I suppose I had a relapse this time last year (not knowing it was a relapse) and was fine again for ages but from Sep to Jan was one relapse after another. 3 in quick succession so I had forgotten what it was to feel well.
My arm and leg are still a bit bothersome but nothing I can't live with. But the stress of not knowing and then the stress of finding out have gone and I'm just content and happy. I can't control the MS so no real point worrying about it. Just get on with things.

I just feel (surprisingly) like a weight has been lifted off me. Hard to explain.

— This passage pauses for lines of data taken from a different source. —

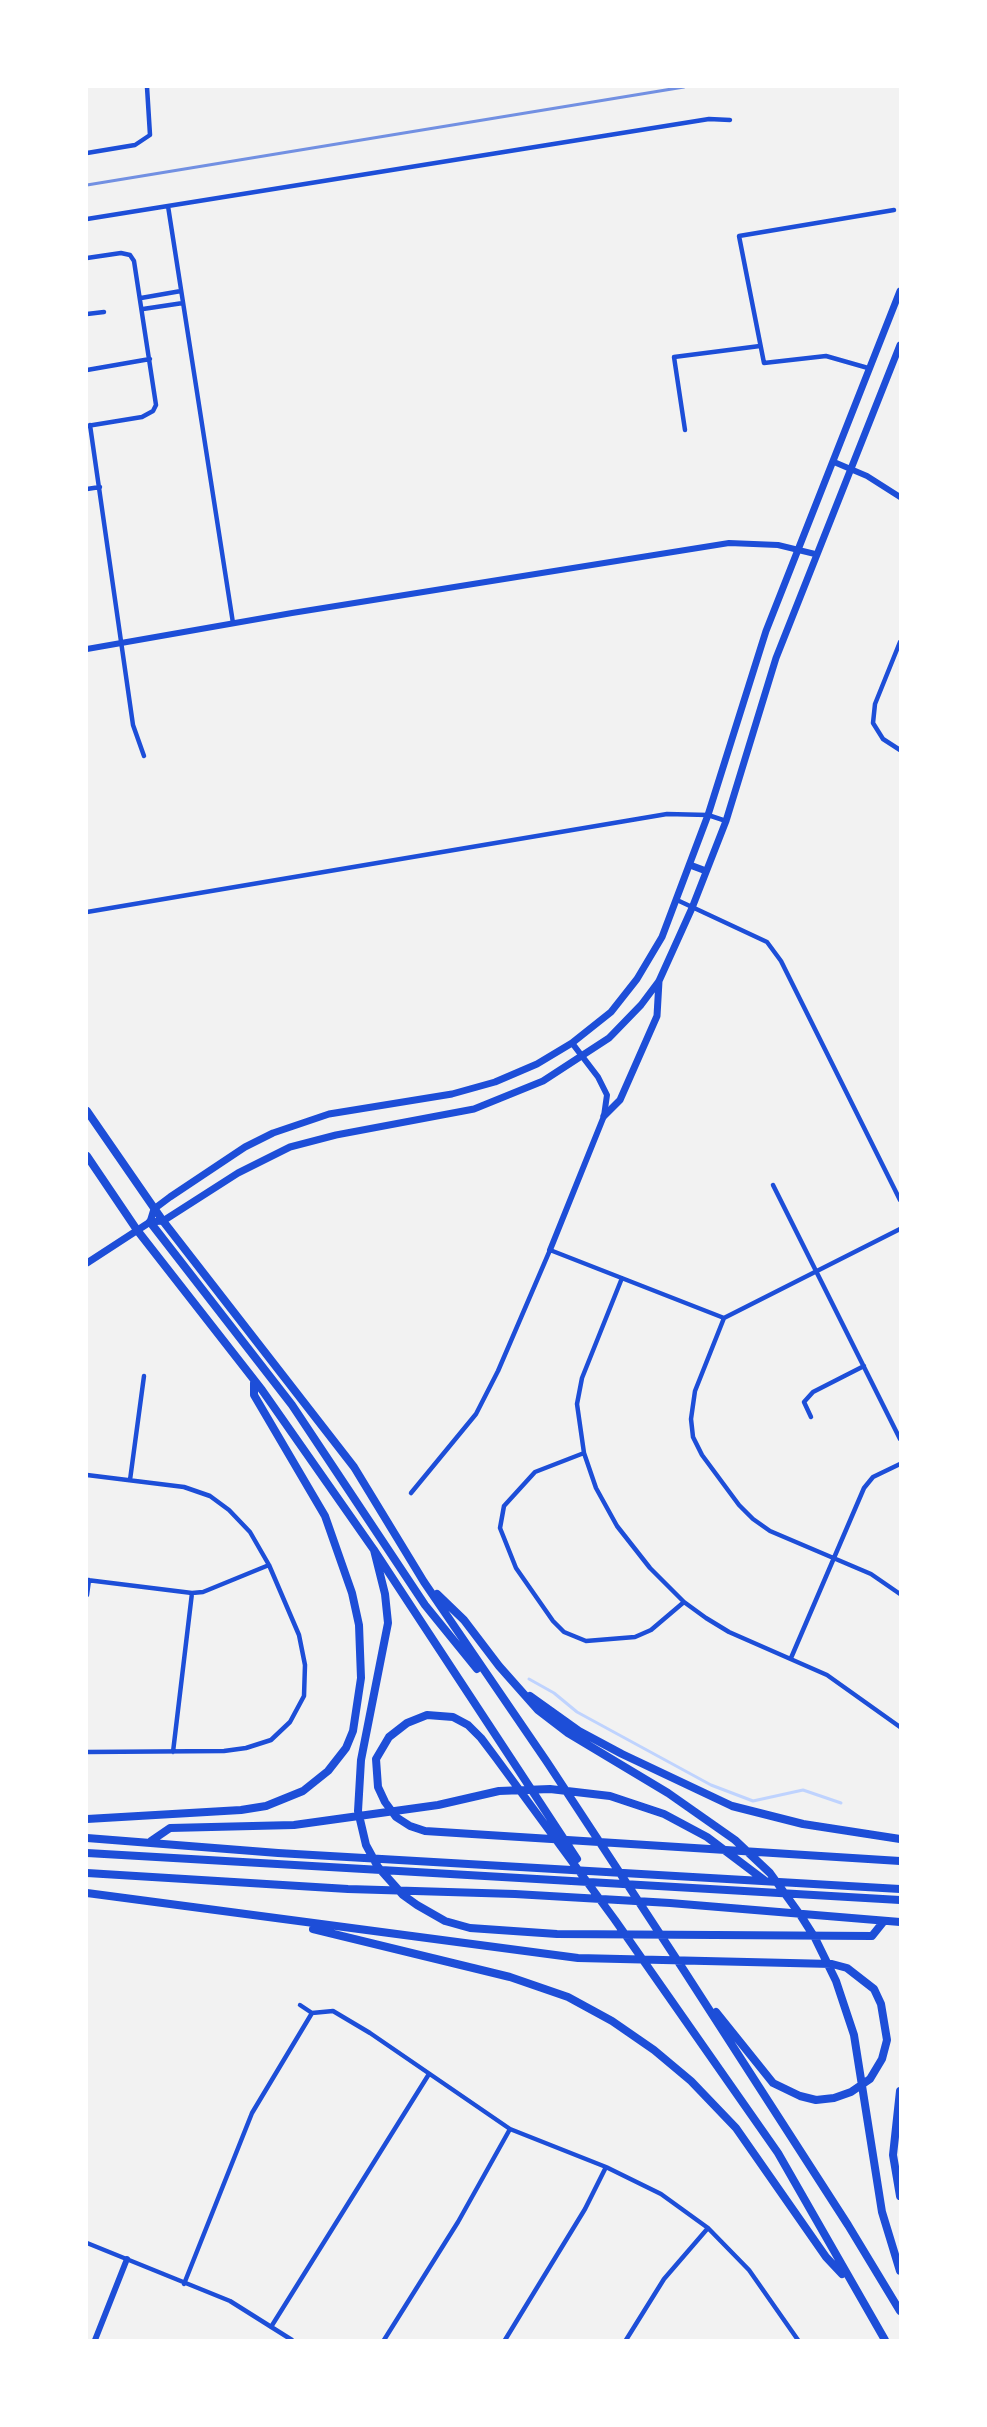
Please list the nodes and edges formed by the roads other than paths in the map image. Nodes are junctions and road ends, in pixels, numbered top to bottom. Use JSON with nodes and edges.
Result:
{"nodes":[{"id":1,"x":147,"y":87,"type":"edge"},
{"id":2,"x":730,"y":120,"type":"dead end"},
{"id":3,"x":87,"y":153,"type":"edge"},
{"id":4,"x":168,"y":206,"type":"junction"},
{"id":5,"x":894,"y":210,"type":"dead end"},
{"id":6,"x":87,"y":219,"type":"edge"},
{"id":7,"x":87,"y":258,"type":"edge"},
{"id":8,"x":181,"y":291,"type":"junction"},
{"id":9,"x":900,"y":291,"type":"edge"},
{"id":10,"x":141,"y":298,"type":"junction"},
{"id":11,"x":183,"y":303,"type":"junction"},
{"id":12,"x":142,"y":309,"type":"junction"},
{"id":13,"x":104,"y":312,"type":"dead end"},
{"id":14,"x":87,"y":314,"type":"edge"},
{"id":15,"x":900,"y":345,"type":"edge"},
{"id":16,"x":760,"y":346,"type":"junction"},
{"id":17,"x":150,"y":359,"type":"junction"},
{"id":18,"x":868,"y":368,"type":"junction"},
{"id":19,"x":87,"y":370,"type":"edge"},
{"id":20,"x":89,"y":425,"type":"edge"},
{"id":21,"x":685,"y":430,"type":"dead end"},
{"id":22,"x":834,"y":462,"type":"junction"},
{"id":23,"x":850,"y":469,"type":"junction"},
{"id":24,"x":100,"y":487,"type":"junction"},
{"id":25,"x":87,"y":489,"type":"edge"},
{"id":26,"x":900,"y":497,"type":"edge"},
{"id":27,"x":797,"y":550,"type":"junction"},
{"id":28,"x":815,"y":554,"type":"junction"},
{"id":29,"x":233,"y":623,"type":"junction"},
{"id":30,"x":900,"y":642,"type":"edge"},
{"id":31,"x":121,"y":644,"type":"junction"},
{"id":32,"x":87,"y":649,"type":"edge"},
{"id":33,"x":900,"y":750,"type":"edge"},
{"id":34,"x":144,"y":756,"type":"dead end"},
{"id":35,"x":708,"y":815,"type":"junction"},
{"id":36,"x":726,"y":820,"type":"junction"},
{"id":37,"x":690,"y":865,"type":"junction"},
{"id":38,"x":706,"y":871,"type":"junction"},
{"id":39,"x":676,"y":900,"type":"junction"},
{"id":40,"x":693,"y":908,"type":"junction"},
{"id":41,"x":87,"y":912,"type":"edge"},
{"id":42,"x":658,"y":981,"type":"junction"},
{"id":43,"x":572,"y":1043,"type":"junction"},
{"id":44,"x":582,"y":1057,"type":"junction"},
{"id":45,"x":87,"y":1111,"type":"edge"},
{"id":46,"x":604,"y":1116,"type":"junction"},
{"id":47,"x":87,"y":1156,"type":"edge"},
{"id":48,"x":773,"y":1185,"type":"dead end"},
{"id":49,"x":900,"y":1200,"type":"edge"},
{"id":50,"x":154,"y":1209,"type":"junction"},
{"id":51,"x":163,"y":1221,"type":"junction"},
{"id":52,"x":150,"y":1222,"type":"junction"},
{"id":53,"x":900,"y":1229,"type":"edge"},
{"id":54,"x":137,"y":1230,"type":"junction"},
{"id":55,"x":550,"y":1250,"type":"junction"},
{"id":56,"x":87,"y":1263,"type":"edge"},
{"id":57,"x":815,"y":1272,"type":"junction"},
{"id":58,"x":622,"y":1278,"type":"junction"},
{"id":59,"x":724,"y":1318,"type":"junction"},
{"id":60,"x":864,"y":1366,"type":"junction"},
{"id":61,"x":144,"y":1376,"type":"dead end"},
{"id":62,"x":254,"y":1383,"type":"junction"},
{"id":63,"x":811,"y":1417,"type":"dead end"},
{"id":64,"x":900,"y":1439,"type":"edge"},
{"id":65,"x":584,"y":1453,"type":"junction"},
{"id":66,"x":900,"y":1464,"type":"edge"},
{"id":67,"x":87,"y":1474,"type":"edge"},
{"id":68,"x":130,"y":1480,"type":"junction"},
{"id":69,"x":411,"y":1493,"type":"dead end"},
{"id":70,"x":374,"y":1550,"type":"junction"},
{"id":71,"x":834,"y":1558,"type":"junction"},
{"id":72,"x":269,"y":1565,"type":"junction"},
{"id":73,"x":88,"y":1580,"type":"edge"},
{"id":74,"x":424,"y":1582,"type":"junction"},
{"id":75,"x":192,"y":1593,"type":"junction"},
{"id":76,"x":900,"y":1594,"type":"edge"},
{"id":77,"x":87,"y":1595,"type":"edge"},
{"id":78,"x":684,"y":1602,"type":"junction"},
{"id":79,"x":791,"y":1658,"type":"junction"},
{"id":80,"x":518,"y":1688,"type":"junction"},
{"id":81,"x":514,"y":1713,"type":"junction"},
{"id":82,"x":900,"y":1727,"type":"edge"},
{"id":83,"x":87,"y":1752,"type":"edge"},
{"id":84,"x":173,"y":1752,"type":"junction"},
{"id":85,"x":87,"y":1819,"type":"edge"},
{"id":86,"x":87,"y":1838,"type":"edge"},
{"id":87,"x":900,"y":1839,"type":"edge"},
{"id":88,"x":151,"y":1842,"type":"junction"},
{"id":89,"x":87,"y":1853,"type":"edge"},
{"id":90,"x":900,"y":1861,"type":"edge"},
{"id":91,"x":87,"y":1873,"type":"edge"},
{"id":92,"x":900,"y":1889,"type":"edge"},
{"id":93,"x":87,"y":1893,"type":"edge"},
{"id":94,"x":786,"y":1897,"type":"junction"},
{"id":95,"x":900,"y":1900,"type":"edge"},
{"id":96,"x":271,"y":1919,"type":"junction"},
{"id":97,"x":615,"y":1920,"type":"junction"},
{"id":98,"x":884,"y":1921,"type":"junction"},
{"id":99,"x":900,"y":1922,"type":"edge"},
{"id":100,"x":683,"y":1969,"type":"junction"},
{"id":101,"x":300,"y":2005,"type":"dead end"},
{"id":102,"x":312,"y":2013,"type":"junction"},
{"id":103,"x":429,"y":2074,"type":"junction"},
{"id":104,"x":900,"y":2091,"type":"edge"},
{"id":105,"x":510,"y":2129,"type":"junction"},
{"id":106,"x":606,"y":2166,"type":"junction"},
{"id":107,"x":900,"y":2196,"type":"edge"},
{"id":108,"x":708,"y":2228,"type":"junction"},
{"id":109,"x":87,"y":2243,"type":"edge"},
{"id":110,"x":127,"y":2259,"type":"junction"},
{"id":111,"x":900,"y":2271,"type":"edge"},
{"id":112,"x":850,"y":2283,"type":"junction"},
{"id":113,"x":184,"y":2284,"type":"junction"},
{"id":114,"x":900,"y":2312,"type":"edge"},
{"id":115,"x":271,"y":2327,"type":"junction"},
{"id":116,"x":795,"y":2339,"type":"edge"},
{"id":117,"x":95,"y":2340,"type":"edge"},
{"id":118,"x":292,"y":2340,"type":"edge"},
{"id":119,"x":384,"y":2340,"type":"edge"},
{"id":120,"x":505,"y":2340,"type":"edge"},
{"id":121,"x":627,"y":2340,"type":"edge"},
{"id":122,"x":885,"y":2340,"type":"edge"}],
"edges":[{"from":1,"to":3,"type":"street"},
{"from":2,"to":4,"type":"street"},
{"from":4,"to":6,"type":"street"},
{"from":4,"to":8,"type":"street"},
{"from":5,"to":16,"type":"street"},
{"from":7,"to":10,"type":"street"},
{"from":8,"to":10,"type":"street"},
{"from":8,"to":11,"type":"street"},
{"from":9,"to":18,"type":"main road"},
{"from":10,"to":12,"type":"street"},
{"from":11,"to":12,"type":"street"},
{"from":11,"to":29,"type":"street"},
{"from":12,"to":17,"type":"street"},
{"from":13,"to":14,"type":"street"},
{"from":15,"to":23,"type":"main road"},
{"from":16,"to":18,"type":"street"},
{"from":16,"to":21,"type":"street"},
{"from":17,"to":19,"type":"street"},
{"from":17,"to":20,"type":"street"},
{"from":18,"to":22,"type":"main road"},
{"from":20,"to":24,"type":"street"},
{"from":22,"to":23,"type":"street"},
{"from":22,"to":27,"type":"main road"},
{"from":23,"to":26,"type":"street"},
{"from":23,"to":28,"type":"main road"},
{"from":24,"to":25,"type":"street"},
{"from":24,"to":31,"type":"street"},
{"from":27,"to":28,"type":"street"},
{"from":27,"to":29,"type":"street"},
{"from":27,"to":35,"type":"main road"},
{"from":28,"to":36,"type":"main road"},
{"from":29,"to":31,"type":"street"},
{"from":30,"to":33,"type":"street"},
{"from":31,"to":32,"type":"street"},
{"from":31,"to":34,"type":"street"},
{"from":35,"to":36,"type":"street"},
{"from":35,"to":37,"type":"main road"},
{"from":35,"to":41,"type":"street"},
{"from":36,"to":38,"type":"main road"},
{"from":37,"to":38,"type":"main road"},
{"from":37,"to":39,"type":"main road"},
{"from":38,"to":40,"type":"main road"},
{"from":39,"to":40,"type":"street"},
{"from":39,"to":43,"type":"main road"},
{"from":40,"to":42,"type":"main road"},
{"from":40,"to":49,"type":"street"},
{"from":42,"to":44,"type":"main road"},
{"from":42,"to":46,"type":"main road"},
{"from":43,"to":44,"type":"street"},
{"from":43,"to":50,"type":"main road"},
{"from":44,"to":46,"type":"street"},
{"from":44,"to":51,"type":"main road"},
{"from":45,"to":50,"type":"main road"},
{"from":46,"to":55,"type":"street"},
{"from":47,"to":54,"type":"main road"},
{"from":48,"to":57,"type":"street"},
{"from":50,"to":51,"type":"main road"},
{"from":50,"to":52,"type":"main road"},
{"from":51,"to":52,"type":"main road"},
{"from":51,"to":74,"type":"highway"},
{"from":52,"to":54,"type":"main road"},
{"from":52,"to":81,"type":"highway"},
{"from":53,"to":57,"type":"street"},
{"from":54,"to":56,"type":"main road"},
{"from":54,"to":62,"type":"highway"},
{"from":55,"to":58,"type":"street"},
{"from":55,"to":69,"type":"street"},
{"from":57,"to":59,"type":"street"},
{"from":57,"to":60,"type":"street"},
{"from":58,"to":59,"type":"street"},
{"from":58,"to":65,"type":"street"},
{"from":59,"to":71,"type":"street"},
{"from":60,"to":63,"type":"street"},
{"from":60,"to":64,"type":"street"},
{"from":61,"to":68,"type":"street"},
{"from":62,"to":70,"type":"highway"},
{"from":62,"to":85,"type":"highway"},
{"from":65,"to":78,"type":"street"},
{"from":65,"to":78,"type":"street"},
{"from":66,"to":71,"type":"street"},
{"from":67,"to":68,"type":"street"},
{"from":68,"to":72,"type":"street"},
{"from":70,"to":97,"type":"highway"},
{"from":70,"to":98,"type":"highway"},
{"from":71,"to":76,"type":"street"},
{"from":71,"to":79,"type":"street"},
{"from":72,"to":75,"type":"street"},
{"from":72,"to":84,"type":"street"},
{"from":73,"to":75,"type":"street"},
{"from":73,"to":77,"type":"street"},
{"from":74,"to":80,"type":"highway"},
{"from":74,"to":81,"type":"highway"},
{"from":75,"to":84,"type":"street"},
{"from":78,"to":79,"type":"street"},
{"from":79,"to":82,"type":"street"},
{"from":80,"to":87,"type":"highway"},
{"from":80,"to":94,"type":"highway"},
{"from":81,"to":100,"type":"highway"},
{"from":83,"to":84,"type":"street"},
{"from":86,"to":88,"type":"highway"},
{"from":88,"to":92,"type":"highway"},
{"from":88,"to":94,"type":"highway"},
{"from":89,"to":95,"type":"highway"},
{"from":90,"to":97,"type":"highway"},
{"from":91,"to":98,"type":"highway"},
{"from":93,"to":96,"type":"highway"},
{"from":94,"to":111,"type":"highway"},
{"from":96,"to":100,"type":"highway"},
{"from":96,"to":112,"type":"highway"},
{"from":97,"to":112,"type":"highway"},
{"from":98,"to":99,"type":"highway"},
{"from":100,"to":114,"type":"highway"},
{"from":101,"to":102,"type":"street"},
{"from":102,"to":103,"type":"street"},
{"from":102,"to":113,"type":"street"},
{"from":103,"to":105,"type":"street"},
{"from":103,"to":115,"type":"street"},
{"from":104,"to":107,"type":"highway"},
{"from":105,"to":106,"type":"street"},
{"from":105,"to":119,"type":"street"},
{"from":106,"to":108,"type":"street"},
{"from":106,"to":120,"type":"street"},
{"from":108,"to":116,"type":"street"},
{"from":108,"to":121,"type":"street"},
{"from":109,"to":110,"type":"street"},
{"from":110,"to":113,"type":"street"},
{"from":110,"to":117,"type":"street"},
{"from":112,"to":122,"type":"highway"},
{"from":113,"to":115,"type":"street"},
{"from":115,"to":118,"type":"street"}]}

Just glad to feel like me again.

coughdrops

I know exactly what you mean ash23. I remember feeling very similar. Hopefully it will all settle down for you, and you won't have too many problems day to day.

outnumbered82

Thinking of joining a gym. Is there anything I should concentrate on that could help with ms symptoms or anything to avoid that could make them worse? In my mind I want to do one class one swim and on work out a week. Have a wedding to go to in June so want to shape up by then.

byhookorbycrook

Being too warm makes symptoms worse in many people,so maybe something more around endurance,rather than hot and sweaty?

val444

Hi all.

I learned a lesson this week that I wanted to share with other newbies. I have been diagnosed for almost 18 months and one thing I find really difficult is knowing what to attribute to MS and what is unrelated. Anything that happens to me, I tend to assume MS.

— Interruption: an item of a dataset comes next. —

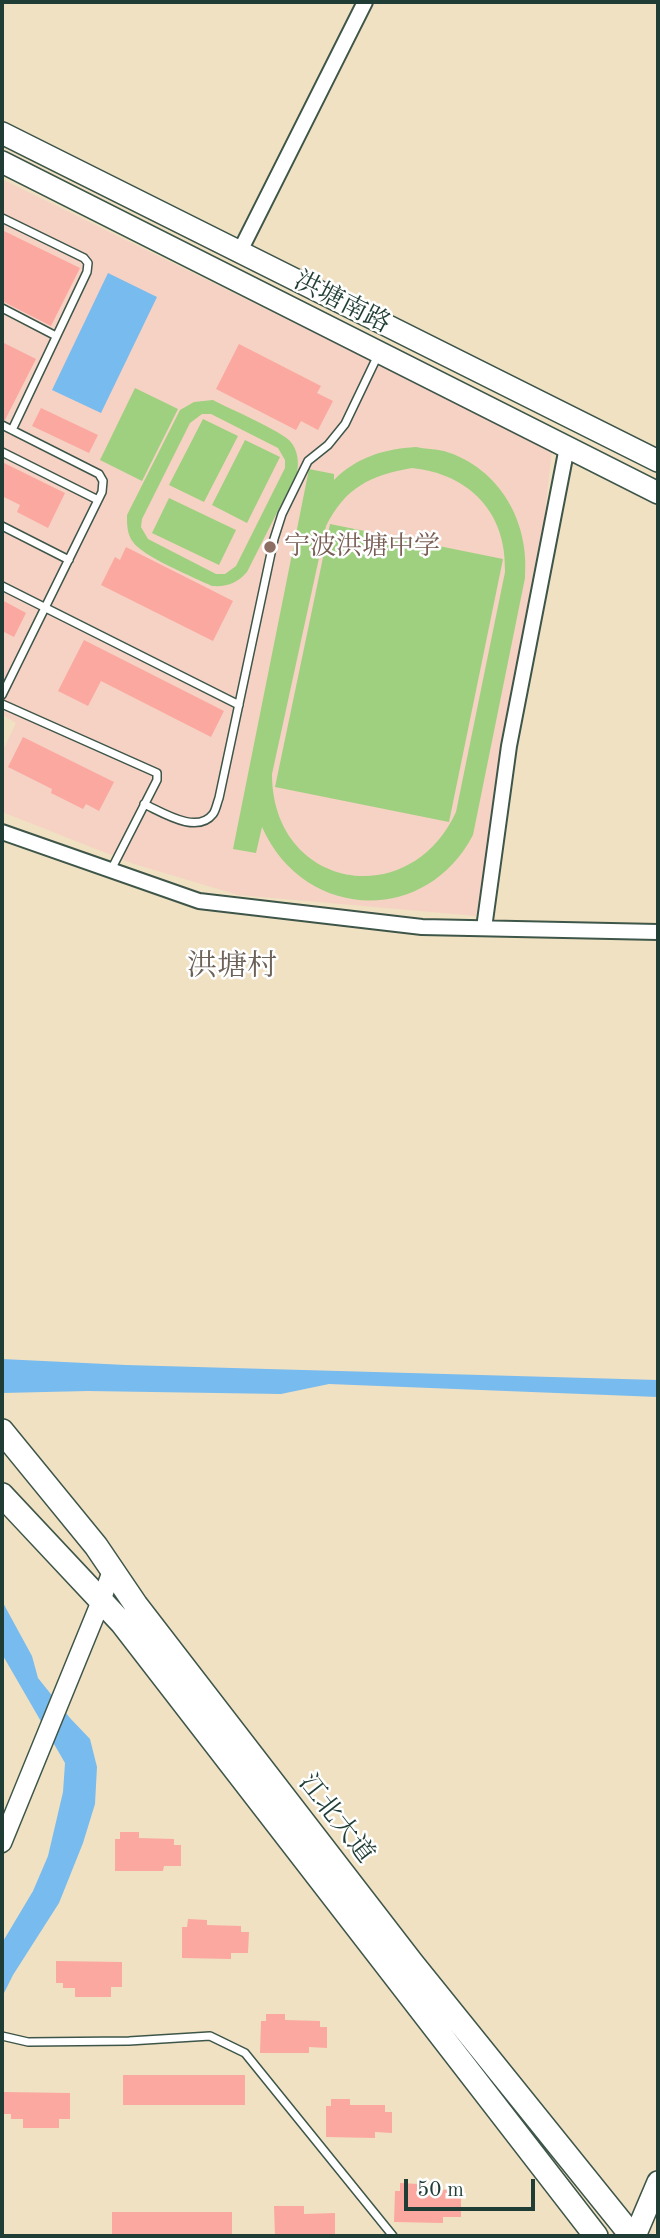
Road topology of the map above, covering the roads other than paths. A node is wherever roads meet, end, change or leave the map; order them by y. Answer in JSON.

I have been off form for about six weeks, sleeping all the time, catching everything going, weird sensations. I went to the neurologist and did a course of steroids but nothing changed. I was working as normal, not giving in to the exhaustion really until last Friday night, when I suddenly got the most vicious pain in my chest. It was so bad that southdoc sent me straight to hospital, fearing a pulmonary embolism. I have been in hospital since and have really struggled to breathe. This morning it was decided thst it is actually pneumonia and not PE which, while stilll serious, is actually a bit of a relief.

Anyway, lesson learned. Just because I have MS, does not mean I am immune to everything else out there!

coughdrops

God val444, you poor thing. You must have been scared witless! I hope you're beginning to feel better.

That's a really good piece of advice, as I do the same. I think it's because the MS symptoms can be so vague and varied, and the tiredness is never v far away, so if I start feeling exhausted MS is the first thing I blame.

discobeaker

hey all

I hope your all ok and Val,get better soon

I was wondering,i spent last week,Monday to Friday getting the Steroid IV and im on the oral steroids now 3 days but what i was wondering is,i feel absolutely rubbish,worse than i was before the IV. Im just really dizzy,my brain aint working well at all and im just not feeling the best,not ill or sick just very meh and dizzy. I dunno if im coming or going. Is this normal after the IV steroids??? They never mentioned anything like this in the hospital. Is this just a side effect that i have to ride out for afew days or has anyone any tips?